One day he got up suddenly in his seat and said: "Mr. Burr, I am going home and I want Fawcett to go with me; that will be all right, won’t it?"

"Now, Master James," said Mr. Burr, "I cannot allow this; I must protest against this going away during school hours. If His Excellency only knew, what would he say?"

"Oh, that will be all right, Mr. Burr."

"No, no, James, it is not all right, and as for Fawcett going with you I cannot allow it, Master James; heed me or I must have a word with Sir James about you."

All this time James was standing up at his desk with his riding-whip in his hand, and making signs for me to follow, which I proceeded to do, the master protesting all the time. I got my reward next day, but not as bad as I would have got had not good Mrs. Burr come to my rescue. We drove to Upland Farm, then the home of City Clerk Leigh and his family, at Cadboro Bay. Mrs. Leigh was always good to James and I on these visits to the farm, getting us the best to eat and plenty of fresh milk to drink. By some understanding between Sir James and Mr. Burr we continued these afternoon drives, and it may be imagined how we boys enjoyed them. We continued friends to the last, and years after I worked like a beaver when he was elected a member of the Legislature for Victoria City. He was godfather to my eldest son, who was named after him. I have still a handsome book given me by Sir James at the last break-up of school before I left.

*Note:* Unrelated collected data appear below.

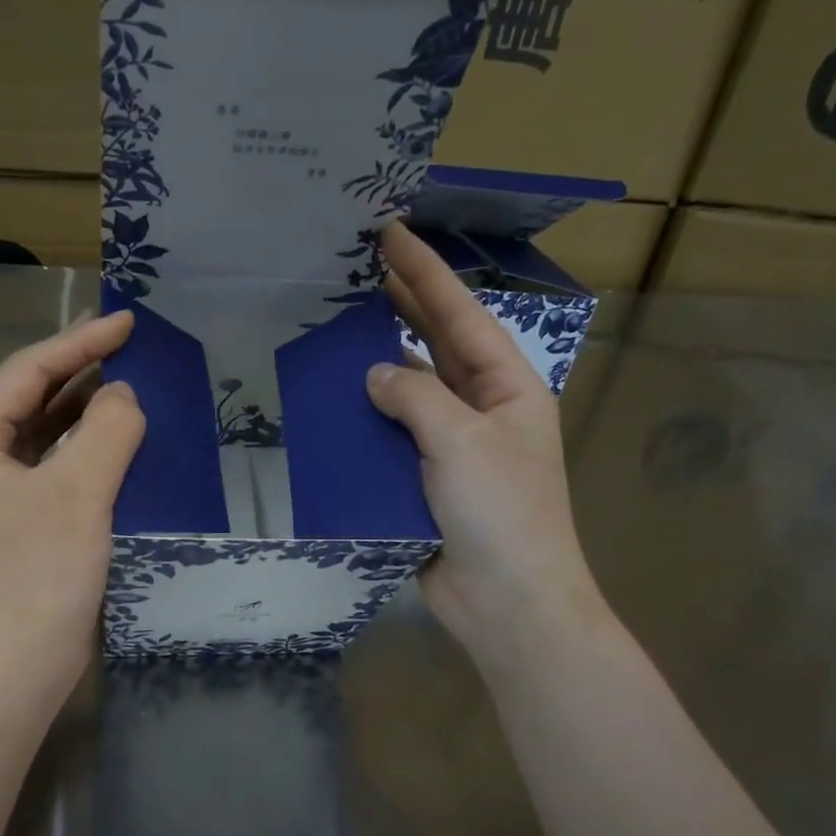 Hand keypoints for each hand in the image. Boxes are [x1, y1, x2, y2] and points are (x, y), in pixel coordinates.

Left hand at [0, 312, 143, 710]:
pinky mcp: (19, 523)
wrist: (12, 668)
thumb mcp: (78, 492)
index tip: (127, 321)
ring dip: (83, 408)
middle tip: (129, 345)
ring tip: (127, 385)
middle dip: (79, 369)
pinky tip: (115, 443)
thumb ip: (107, 430)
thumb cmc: (37, 575)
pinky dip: (84, 448)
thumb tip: (123, 397)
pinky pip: (54, 466)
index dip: (80, 342)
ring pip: (43, 432)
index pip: (28, 371)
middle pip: (30, 396)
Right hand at [366, 221, 604, 652]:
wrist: (505, 602)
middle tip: (355, 269)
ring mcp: (449, 448)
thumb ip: (416, 398)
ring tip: (332, 328)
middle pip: (435, 346)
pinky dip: (363, 421)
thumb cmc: (501, 513)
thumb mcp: (464, 441)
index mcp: (506, 388)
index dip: (425, 272)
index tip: (389, 232)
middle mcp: (479, 409)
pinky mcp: (420, 482)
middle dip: (400, 307)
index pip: (460, 316)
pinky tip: (329, 405)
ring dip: (376, 364)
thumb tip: (375, 374)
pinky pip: (389, 439)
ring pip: (408, 392)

We now and then hear complaints by prudish people of the boys bathing on Victoria Arm, on Deadman’s Island and elsewhere without a full bathing suit. What would they say to the boys of my time bathing in Nature’s suit only, and that on the waterfront from James Bay bridge all around to the Hudson’s Bay Company’s wharf? We bathed there at all times, and to our heart’s content, and never was exception taken to it by the authorities, or in fact by anyone. Use is second nature, and I suppose that accounted for it.

Have any of my readers ever seen Deadman’s Island (the island which is opposite Leigh’s mill) when it was covered with trees and shrubs? Well, up these trees were corpses of Indians fastened up in trunks and cracker boxes, but mostly trunks, the bodies being doubled up to make them fit in the trunk, and then suspended like Mahomet’s coffin between heaven and earth. There were also some Indians buried in the shallow soil and surrounded by fences, and again boxes of corpses were piled one on top of the other. This island was a favorite place of the school boys as a rendezvous for swimming, and many a summer’s afternoon and Saturday have I spent there in the good old days gone by.

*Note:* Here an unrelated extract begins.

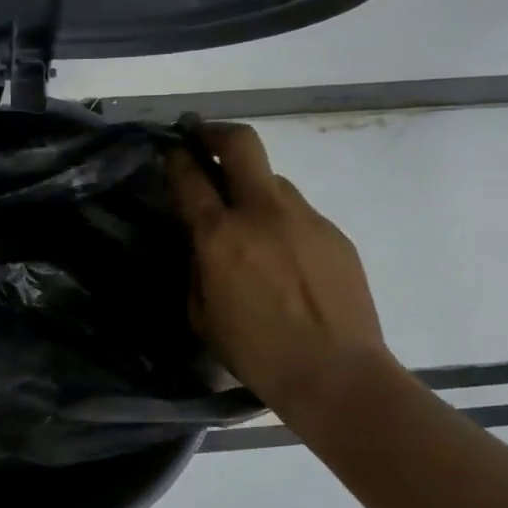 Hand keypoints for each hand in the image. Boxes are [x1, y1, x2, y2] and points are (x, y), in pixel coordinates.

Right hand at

I shall now relate an incident of one of these expeditions to the island by myself and three others. I can recollect the names of only two members of the expedition of that Saturday, and I might say that they were my schoolfellows of the Collegiate School, which occupied the site of Mr. Ellis’s residence on Church Hill, and was afterwards burnt down. I left the Colonial School in 1860, and transferred to the Collegiate School, which was conducted as a church institution. Rev. C. T. Woods was principal, with Rev. Mr. Reese, "Cantab." Williams, and Messrs. Vincent and Palmer, French and drawing and music, as the full staff. Well, about the Deadman’s Island affair. One Saturday afternoon in midsummer four of us—Robert Branks, a brother of Mrs. Doctor Powell, William Galley, James Estall and a fourth whose name I cannot now remember hired a boat at Lachapelle’s, near James Bay Bridge, and made for Deadman’s Island. We enjoyed the luxury of running about the island like the savages on Robinson Crusoe’s island, then dived into deep water, swam around for a time and landed to dry and warm ourselves at a fire we had made for that purpose. All boys know that a fire is indispensable to swimming and bathing.

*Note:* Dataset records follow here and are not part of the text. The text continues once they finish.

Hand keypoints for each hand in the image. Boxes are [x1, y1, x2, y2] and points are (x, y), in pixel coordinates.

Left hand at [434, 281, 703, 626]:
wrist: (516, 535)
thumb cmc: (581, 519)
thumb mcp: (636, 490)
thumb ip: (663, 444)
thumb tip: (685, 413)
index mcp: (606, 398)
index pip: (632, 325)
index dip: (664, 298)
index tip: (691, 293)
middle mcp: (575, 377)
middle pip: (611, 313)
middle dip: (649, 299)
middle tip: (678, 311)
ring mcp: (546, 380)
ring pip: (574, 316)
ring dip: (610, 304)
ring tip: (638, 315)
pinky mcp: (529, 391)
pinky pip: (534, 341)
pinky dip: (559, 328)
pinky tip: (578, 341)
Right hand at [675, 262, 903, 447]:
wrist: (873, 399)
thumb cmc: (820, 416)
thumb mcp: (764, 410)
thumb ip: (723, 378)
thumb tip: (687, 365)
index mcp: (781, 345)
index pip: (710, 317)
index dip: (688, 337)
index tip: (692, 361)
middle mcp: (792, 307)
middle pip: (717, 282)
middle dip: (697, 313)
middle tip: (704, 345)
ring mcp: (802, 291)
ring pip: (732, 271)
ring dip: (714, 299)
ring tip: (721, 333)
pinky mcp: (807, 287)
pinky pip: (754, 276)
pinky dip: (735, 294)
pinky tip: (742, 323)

While squatting on the ground around the fire the idea struck me that by the way the wind was blowing it would not need much encouragement for the fire to take hold of some of the boxes of bones, which may have represented an Indian chief, his wife or child. I then proposed that we accidentally on purpose "set fire to the whole lot." After a council of war it was finally decided to carry out my suggestion, as a grand wind-up of our day’s outing. Time after time we dived off, and swam around till tired, and then came ashore to dry ourselves at the fire. This is the exact routine of boys’ swimming expeditions of these present days, and will be to the end of all time. We got tired of it at last and dressed, preparing to go home, when the subject of the firing of the Indian corpses was again discussed. Should we do it or not? Robert Branks was with me all right, but one boy was fearful of the consequences. "The chief and all the Indians on the Songhees reserve would soon see the fire and would be after us." There was something in this, for there were hundreds then, where there are now dozens, and it was risky.